Description of the task: Please go line by line and repeat the data below exactly, with no images.

Data excerpts

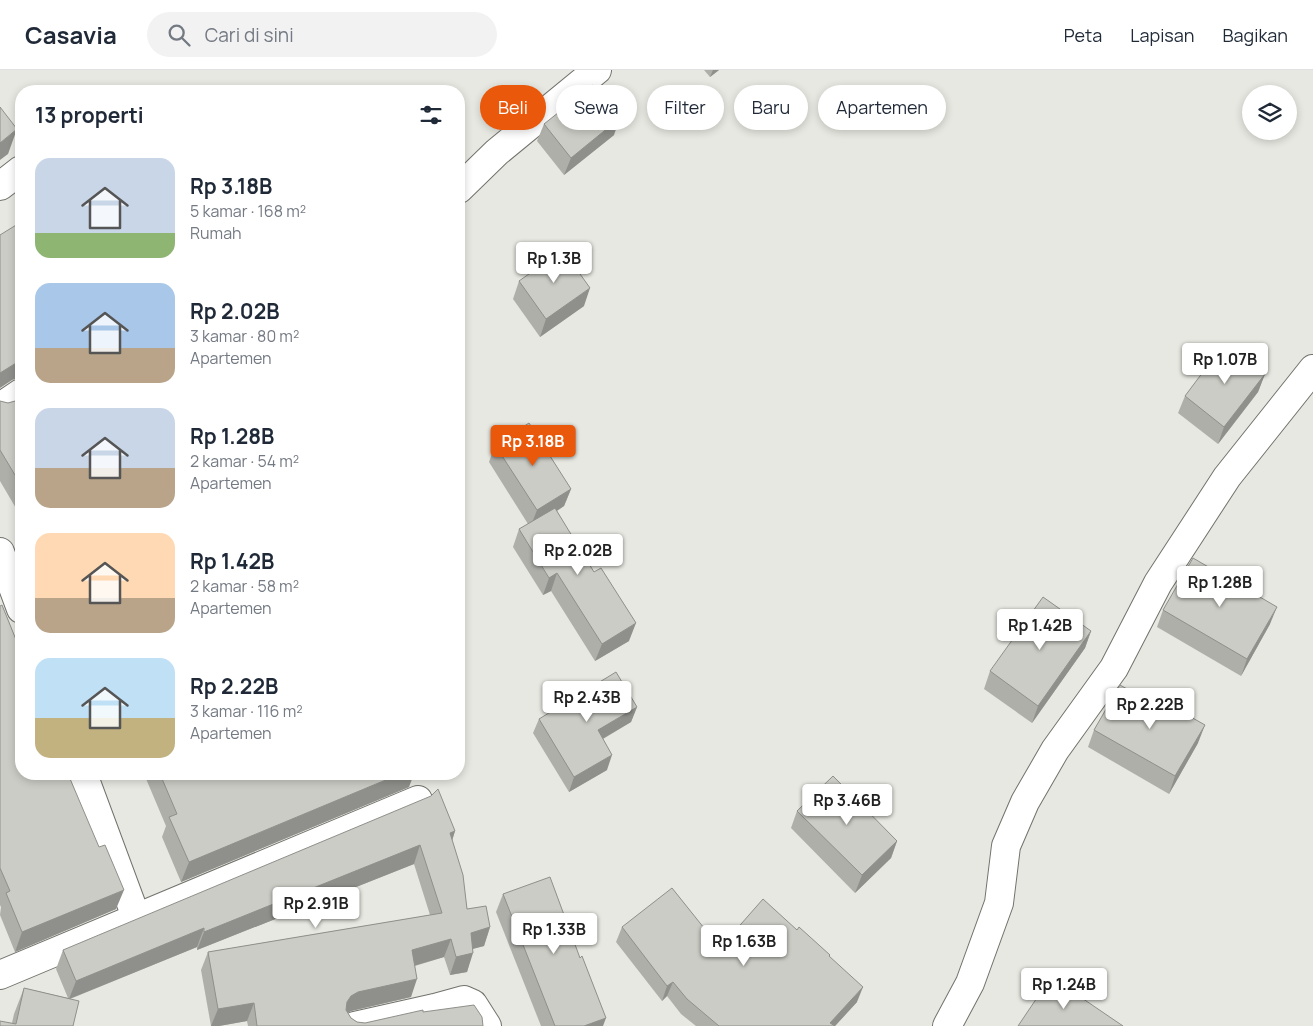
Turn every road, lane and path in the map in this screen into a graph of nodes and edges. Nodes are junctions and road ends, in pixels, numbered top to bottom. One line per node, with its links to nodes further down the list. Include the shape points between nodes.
1 (597, 70): 3 (street)
2 (15, 175): 4 (street)
3 (465, 182)
4 (0, 186)
5 (1313, 369): 16 (street, via 1227,477 1158,583 1114,668 1055,750 1025,802 1006,846 999,903 970,983)
6 (15, 397): 7 (street)
7 (0, 407)
8 (0, 552): 9 (street)
9 (15, 593)
10 (85, 780): 12 (street)
11 (418, 800): 12 (street)
12 (136, 917): 13 (street)
13 (0, 975)
14 (355, 1026): 15 (street, via 464,1000 473,1004)
15 (487, 1026)
16 (947, 1026)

Response:
Turn every road, lane and path in the map in this screen into a graph of nodes and edges. Nodes are junctions and road ends, in pixels, numbered top to bottom. One line per node, with its links to nodes further down the list. Include the shape points between nodes.
1 (597, 70): 3 (street)
2 (15, 175): 4 (street)
3 (465, 182)
4 (0, 186)
5 (1313, 369): 16 (street, via 1227,477 1158,583 1114,668 1055,750 1025,802 1006,846 999,903 970,983)
6 (15, 397): 7 (street)
7 (0, 407)
8 (0, 552): 9 (street)
9 (15, 593)
10 (85, 780): 12 (street)
11 (418, 800): 12 (street)
12 (136, 917): 13 (street)
13 (0, 975)
14 (355, 1026): 15 (street, via 464,1000 473,1004)
15 (487, 1026)
16 (947, 1026)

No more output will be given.